The 2018 federal budget, unveiled Tuesday night by Treasurer Scott Morrison, impacts young Australians in several key ways:
Some tax relief is welcome of course, as anything that puts a bit more money in the pockets of young people entering the workforce is a positive thing, especially given the rising cost of living. But no increase in the Newstart Allowance will ultimately affect quality of life, pushing young people into poverty and affecting their ability to seek employment.
There was no real focus on climate change, which concerns us given that it was listed as one of the most important issues to young Australians in the Australian Youth Representative address to the United Nations earlier this year.

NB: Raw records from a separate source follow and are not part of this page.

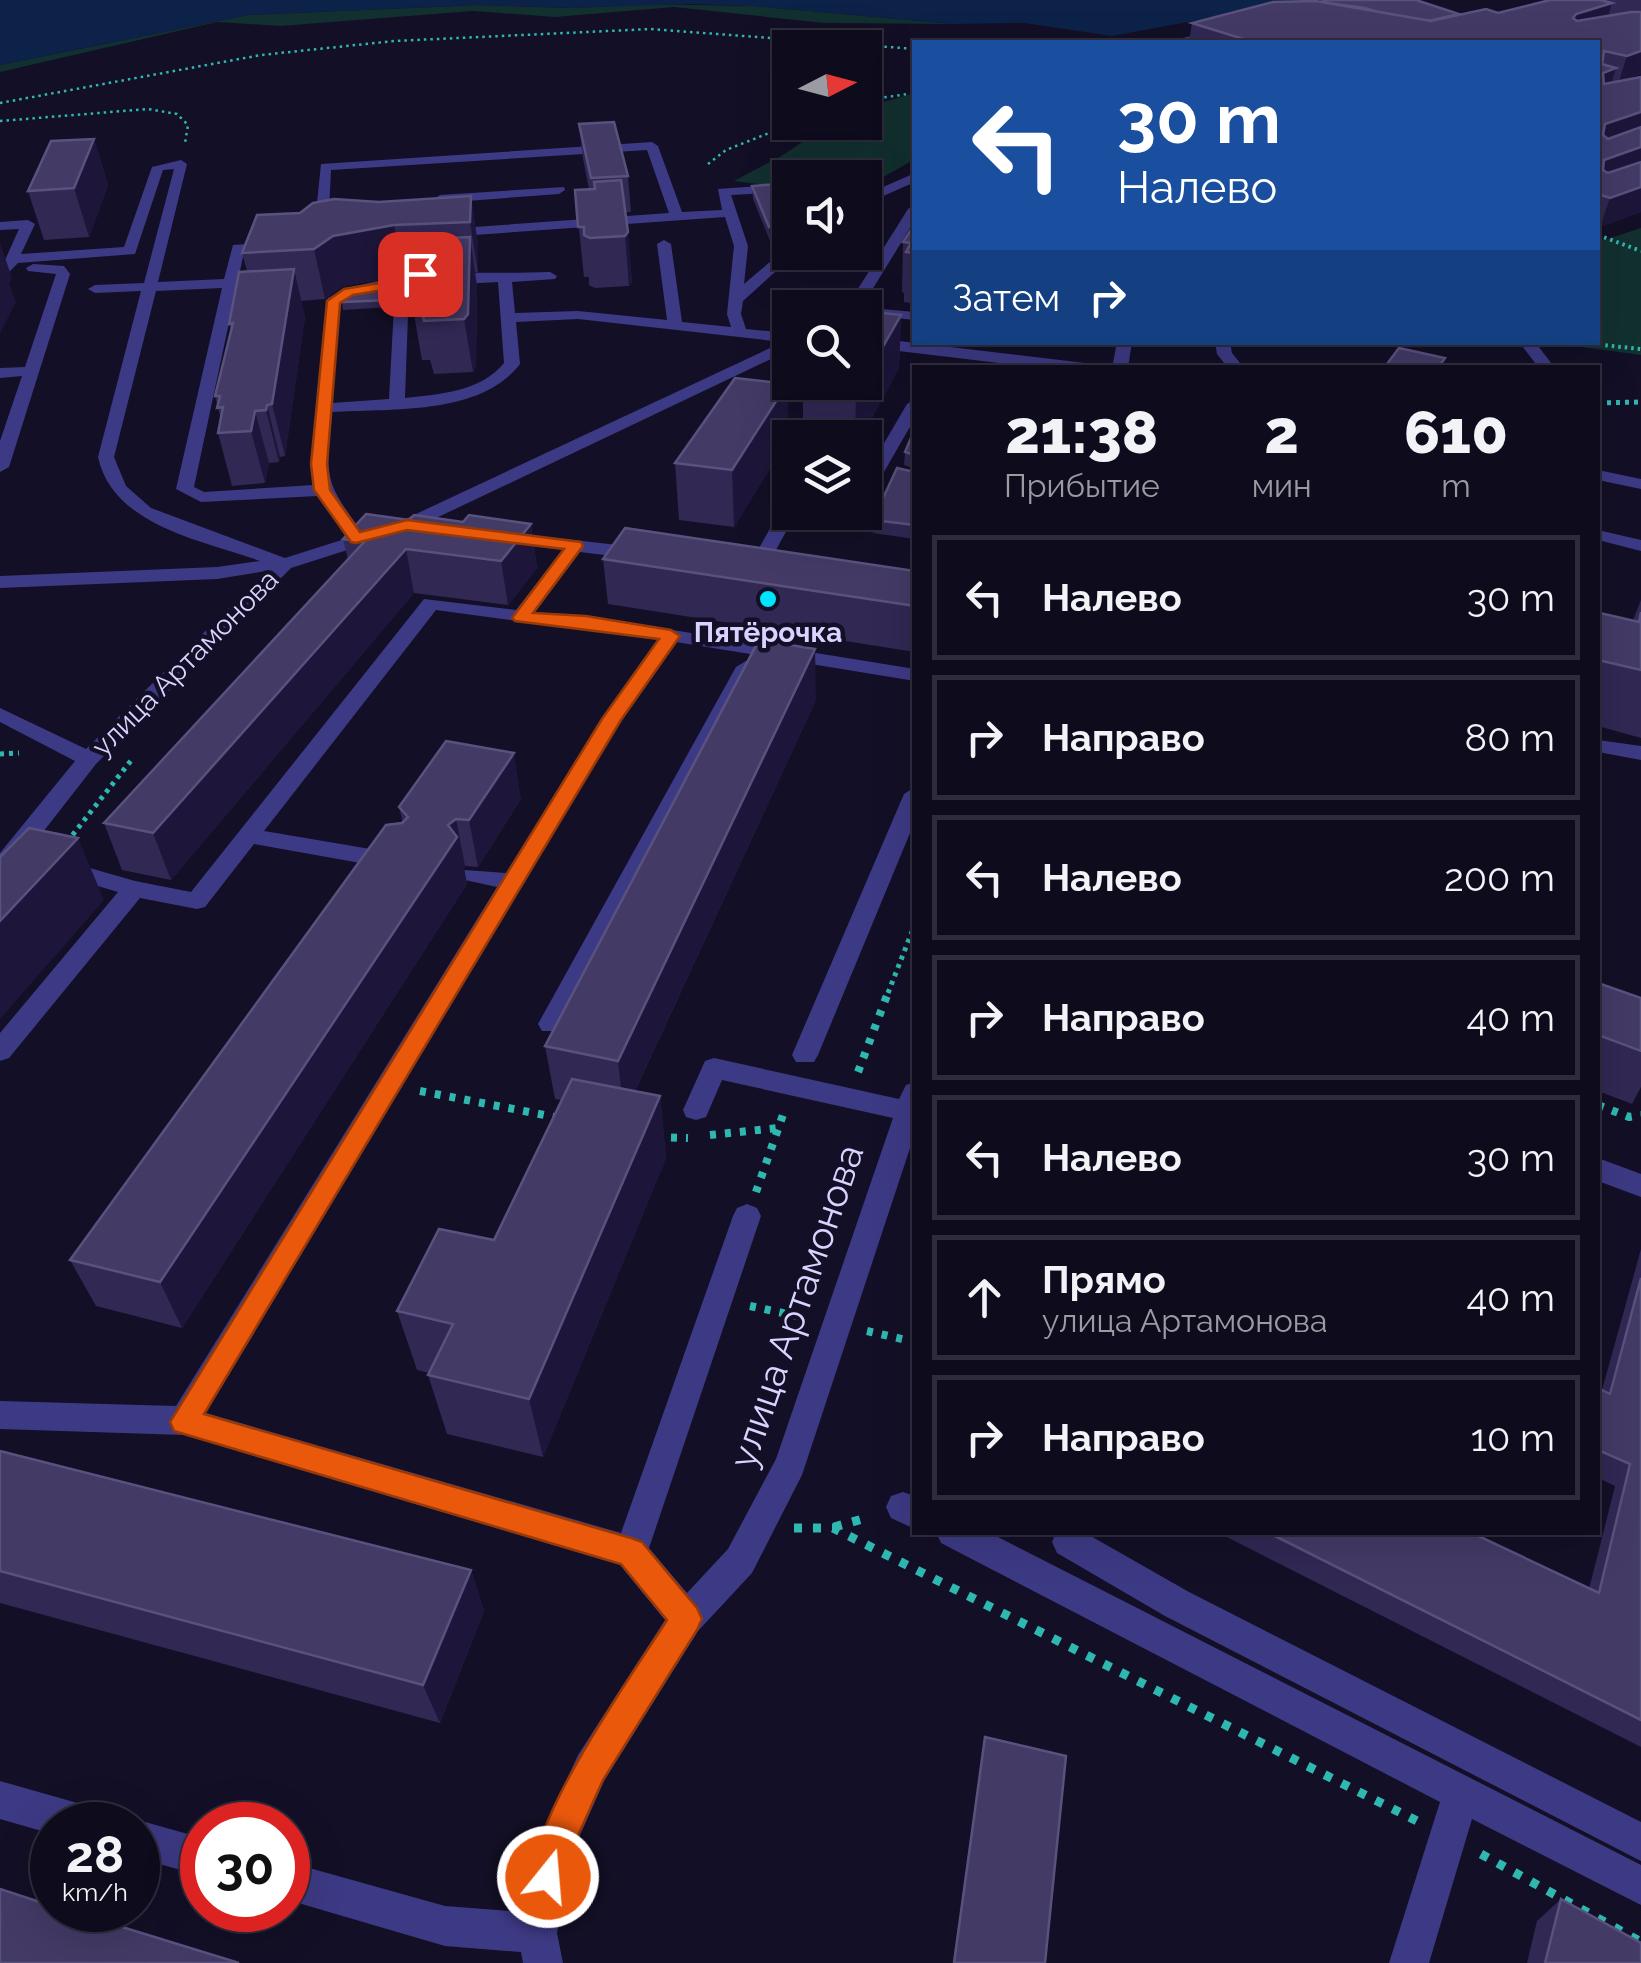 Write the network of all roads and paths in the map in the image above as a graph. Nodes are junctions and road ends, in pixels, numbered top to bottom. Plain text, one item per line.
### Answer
1 (1239, 28) edge
2 (1187, 40) edge
3 (912, 49) edge
4 (912, 93) edge
5 (882, 98) edge
6 (0, 103) edge
7 (0, 122) edge
8 (772, 132) edge
9 (551, 152) junction
10 (499, 156) junction
11 (181, 164) junction
12 (708, 164) dead end
13 (912, 178) edge
14 (772, 189) edge
15 (560, 190) junction
16 (882, 192) edge
17 (505, 194) junction
18 (431, 199) edge
19 (340, 205) edge
20 (323, 206) junction
21 (730, 213) junction
22 (912, 214) edge
23 (676, 217) junction
24 (567, 224) junction
25 (0, 226) edge
26 (420, 235) edge
27 (1600, 236) edge
28 (338, 241) edge
29 (321, 242) junction
30 (664, 244) dead end
31 (1641, 250) edge
32 (7, 266) edge
33 (772, 268) edge
34 (550, 276) dead end
35 (506, 279) junction
36 (229, 283) junction
37 (402, 285) junction
38 (148, 286) junction
39 (96, 289) dead end
40 (865, 290) edge
41 (736, 299) junction
42 (333, 307) junction
43 (314, 308) edge
44 (882, 313) edge
45 (912, 316) edge
46 (510, 318) junction
47 (675, 326) junction
48 (740, 332) junction
49 (772, 338) edge
50 (882, 344) edge
51 (1529, 345) edge
52 (1600, 345) edge
53 (1641, 349) edge
54 (772, 350) edge
55 (1060, 365) edge
56 (1545, 365) edge
57 (32, 371) junction
58 (0, 373) edge
59 (397, 401) junction
60 (1600, 402) edge
61 (1641, 402) edge
62 (324, 408) junction
63 (912, 410) edge
64 (882, 465) edge
65 (0, 467) edge
66 (1600, 475) edge
67 (1641, 484) edge
68 (322, 490) junction
69 (407, 525) junction
70 (444, 530) edge
71 (779, 530) edge
72 (482, 534) edge
73 (1600, 536) edge
74 (356, 538) junction
75 (575, 546) junction
76 (1641, 546) edge
77 (673, 557) edge
78 (284, 564) junction
79 (759, 567) edge
80 (0, 582) edge
81 (521, 618) junction
82 (671, 636) junction
83 (755, 649) junction
84 (912, 675) edge
85 (0, 714) edge
86 (1600, 746) edge
87 (1641, 753) edge
88 (88, 759) junction
89 (912, 801) edge
90 (250, 836) junction
91 (5, 858) edge
92 (404, 862) edge
93 (473, 875) dead end
94 (512, 882) junction
95 (134, 889) junction
96 (912, 932) edge
97 (550, 1024) dead end
98 (0, 1051) edge
99 (804, 1056) dead end
100 (389, 1084) junction
101 (794, 1086) junction
102 (848, 1098) junction
103 (912, 1101) edge
104 (1600, 1106) edge
105 (696, 1110) dead end
106 (1641, 1115) edge
107 (577, 1121) edge
108 (778, 1128) junction
109 (652, 1136) edge
110 (1600, 1171) edge
111 (1641, 1186) edge
112 (747, 1216) joint
113 (0, 1415) edge
114 (184, 1422) junction
115 (758, 1528) junction
116 (958, 1535) edge
117 (1072, 1535) edge
118 (631, 1552) junction
119 (686, 1619) junction
120 (1461, 1795) junction
121 (0, 1800) edge
122 (30, 1809) edge
123 (1448, 1836) junction
124 (1641, 1842) edge
125 (1641, 1886) edge
126 (310, 1888) edge
127 (1641, 1942) edge
128 (540, 1948) edge
129 (1409, 1963) edge

1 - 2 street
3 - 6 path
4 - 5 path
7 - 11 path
8 - 12 path
9 - 10 street
9 - 15 street
9 - 23 street
10 - 17 street
10 - 20 street
11 - 32 street
11 - 38 street
13 - 16 street
14 - 21 street
15 - 17 street
15 - 24 street
17 - 18 street
19 - 20 street
20 - 29 street
21 - 23 street
21 - 41 street
22 - 40 street
23 - 24 street
24 - 26 street
25 - 32 street
27 - 31 path
28 - 29 street
29 - 36 street
30 - 47 street
32 - 57 street
33 - 41 street
34 - 35 street
35 - 37 street
35 - 46 street
36 - 38 street
36 - 68 street
37 - 42 street
37 - 59 street
38 - 39 street
38 - 78 street
41 - 48 street
42 - 43 street
42 - 62 street
44 - 45 street
46 - 47 street
46 - 59 street
47 - 48 street
48 - 49 street
50 - 55 street
51 - 56 street
52 - 53 path
54 - 69 street, улица Артамонова
57 - 58 street
57 - 65 street
59 - 62 street
60 - 61 path
62 - 68 street
63 - 64 street
66 - 67 street
68 - 74 street
69 - 70 street
69 - 74 street, улица Артамонова
71 - 79 street
72 - 75 street
73 - 76 street
74 - 78 street, улица Артамонова
75 - 77 street
75 - 81 street
78 - 80 street
78 - 88 street, улица Артамонова
81 - 82 street
81 - 90 street
82 - 83 street
82 - 94 street
83 - 84 street
83 - 97 street
85 - 88 street
86 - 87 street
88 - 91 street, улица Артамонова
89 - 99 street
90 - 92 street
90 - 95 street
91 - 95 street
93 - 94 street
94 - 100 street
95 - 98 street
96 - 102 path
100 - 107 path
100 - 114 street
101 - 102 street
101 - 105 street
101 - 108 path
102 - 103 street
103 - 115 street, улица Артамонова
104 - 106 path
108 - 109 path
108 - 112 path
110 - 111 street
112 - 118 street
113 - 114 street
114 - 118 street
115 - 119 street, улица Артамонова
115 - 123 path
116 - 120 street
117 - 124 street
118 - 119 street
119 - 128 street, улица Артамонова
120 - 123 street
120 - 125 street
121 - 122 street
123 - 127 path
123 - 129 street
126 - 128 street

On the housing affordability front, no one would argue with efforts to ensure that older Australians are able to live comfortably and with dignity for longer in their own homes, but we would love to have seen the same focus on young people getting their start on life and buying their first home.
The same can be said about mental health, where efforts were typically focused on older Australians and increasing their access to psychological support.
There is ongoing uncertainty around higher education and TAFE, and we hope that this becomes a major focus of the next election given its critical importance to young people as a lead in to their working lives.
And perhaps most of all, while an earlier return to surplus is welcome insofar as it allows for debt to begin to be repaid, the enormous burden of Australia’s national debt remains a future liability for young people and should be of the highest priority for all politicians on both sides of Parliament.
The majority of young Australians are not eligible to vote, and therefore we need other avenues through which to hear their concerns. The YMCA continues to call for a Minister for Youth and for reinstatement of funding to the Australian Youth Affairs Committee, ensuring that young people’s issues are taken into account.